Je me permets toutefois une suggestion pour notre cardiologue sioniste. Puisque l’objectif est culturel, pourquoi ne pas inviter ces soldats directement à l’Assemblée nationale du Québec ou au Parlement du Canada? Ils pourraient interpréter la chanson de Raymond Lévesque devant les élus.
J’imagine déjà François Legault fredonnant le refrain pendant que Mark Carney esquisse quelques pas de danse diplomatiques. Un grand moment d’unité nationale. Une célébration de la paix interprétée par des gens très expérimentés dans l’art de la guerre.
Ce qui frappe dans la réplique du cardiologue sioniste n’est pas seulement la faiblesse de l’argumentation. C’est la banalisation tranquille de l’extraordinaire. Quatorze visites. Quatorze fois où l’on a jugé normal que des militaires étrangers interviennent dans des établissements financés en partie par l’État québécois. Quatorze occasions de répéter que tout cela est pédagogique. Que tout cela est enrichissant. Que tout cela est parfaitement compatible avec nos valeurs.
Pendant ce temps, à Québec, tandis que le ministre Jean-François Roberge disserte sur la neutralité de l’école, l’idéologie de la guerre parvient tranquillement à se glisser dans certaines de nos salles de classe.

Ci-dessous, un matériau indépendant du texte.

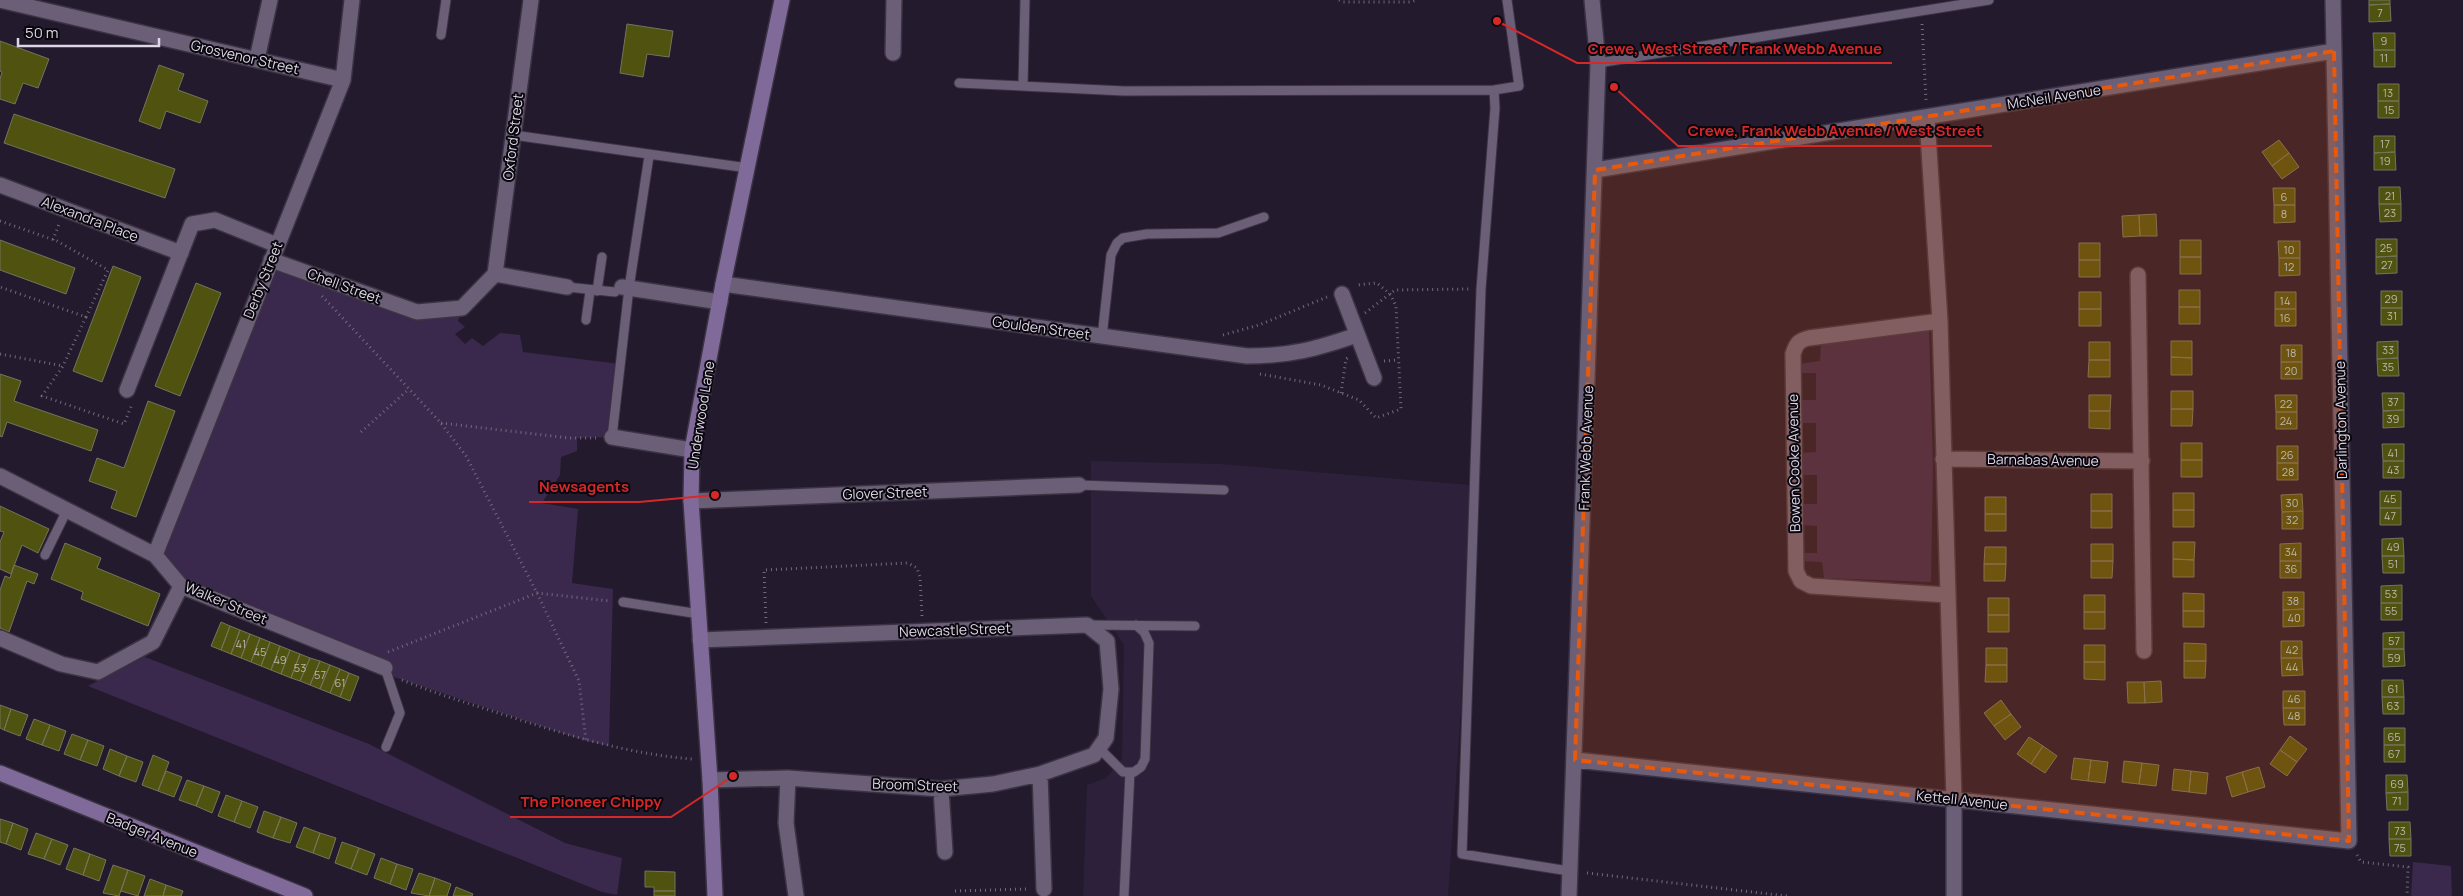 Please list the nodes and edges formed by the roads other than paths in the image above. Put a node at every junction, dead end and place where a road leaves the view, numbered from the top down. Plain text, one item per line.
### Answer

Pourquoi tout cela ne m’étonne-t-il pas vraiment? Peut-être parce que nos gouvernements eux-mêmes entretiennent une étrange ambiguïté. Le gouvernement fédéral canadien a été à plusieurs reprises critiqué pour avoir fermé les yeux sur certaines exportations militaires liées au conflit. Le gouvernement québécois, pour sa part, n’a pas jugé nécessaire de retarder l’ouverture d’une représentation officielle du Québec à Tel-Aviv.
Pour ajouter encore un peu de ridicule au ridicule, j’invite notre cardiologue sioniste à imaginer une scène. Une scène toute simple. Dans une école que l’on prétend vouée aux échanges culturels, mais qui ressemble de plus en plus à un vestibule d’entraînement pour les futurs soldats de Forces de défense israéliennes. Un enfant se lève. Il s’approche timidement d’un soldat venu partager son expérience. Le militaire vient de terminer son intervention et, pour couronner ce moment d’élévation culturelle, il entonne la chanson de Raymond Lévesque. La voix monte, « Les soldats seront troubadours »...
L’enfant lève les yeux et pose une question, « Pourquoi vos yeux sont rouges de sang? »
Question déplacée. Question imprévue. Question que le programme d’endoctrinement n’avait pas prévue. On devait parler culture. On devait parler dialogue. On devait parler héritage et identité. Pas des yeux rouges. Pas du sang. Pas des ruines. Pas des décombres. Pas des ravages. Pas des enfants amputés. Pas des morts. Pas d’un génocide.
Je peux facilement imaginer que cet échange culturel fera un jour l’objet d’un film. Mais ce ne sera pas une comédie. Ce ne sera pas drôle.
En attendant, les soldats israéliens continuent de tuer à Gaza, même après le cessez-le-feu.
Et en attendant, cette réplique à la réplique, sera-t-elle publiée, au nom de la pluralité, dans les pages de La Presse?